H2BC & Edited H2BC ~ 2JCHの選択的観測 ~
NM070003
HMBC 測定におけるロングレンジ相関信号は磁化移動時間1/2 nJCHに依存します。ところが、nJCHの値は結合数によって決定されるわけではなく、立体構造に依存した電子状態によって決まります。従って、相関信号は経由した結合の数に関する情報は与えてくれません。特に2JCH と3JCHではその値に大きな差はなく、それぞれの相関信号を区別できないことが信号の帰属を困難にしていました。H2BC(Hetero- nuclear 2-Bond Correlation)は、2結合離れた1H-13Cの相関のみを検出するため、原理的に3結合以上離れた相関信号は現れず、帰属が明確になります。

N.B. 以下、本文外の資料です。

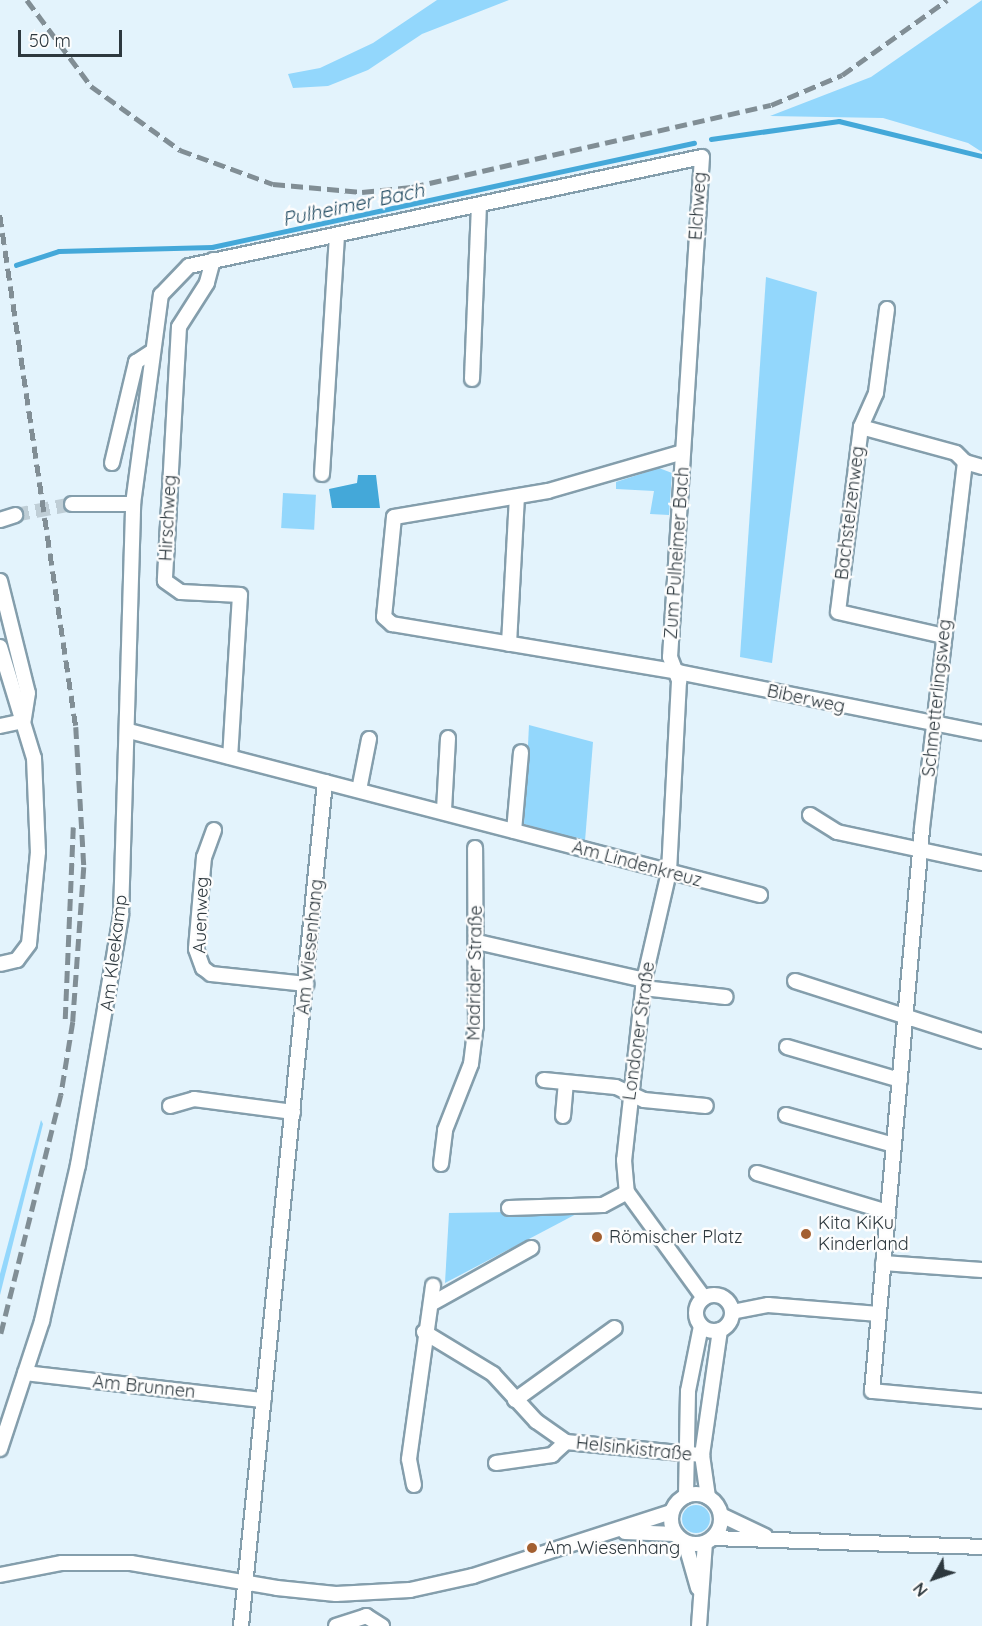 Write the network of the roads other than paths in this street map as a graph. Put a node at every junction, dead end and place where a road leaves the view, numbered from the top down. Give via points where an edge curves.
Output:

またeditedタイプの変形も提案されており、Multiplicity Edited HMBCと同様に1級3級と2級4級を区別することができます。

strychnine の Edited H2BC スペクトル
1J max = 170 Hz, 1J min = 125 Hz, y_points = 128, T = 22 msec

strychnine の H2BC とHSQC

strychnine
H2BCとHSQCの相関信号同士を繋いでいくことで、13Cの連結を帰属していくことができます。従って、H2BC とHSQC の組み合わせは、1Hの結合している13Cの配列を決定する測定法と言えます。
測定装置:JNM-ECX400

H2BC測定とEdited H2BC測定のパルスダイアグラム
Reference
N.T. Nyberg, J.Ø. Duus and O.W. Sørensen, J. Am. Chem. Soc., 127, 6154 (2005)
N.T. Nyberg, J.Ø. Duus and O.W. Sørensen, Magn. Reson. Chem., 43, 971 (2005)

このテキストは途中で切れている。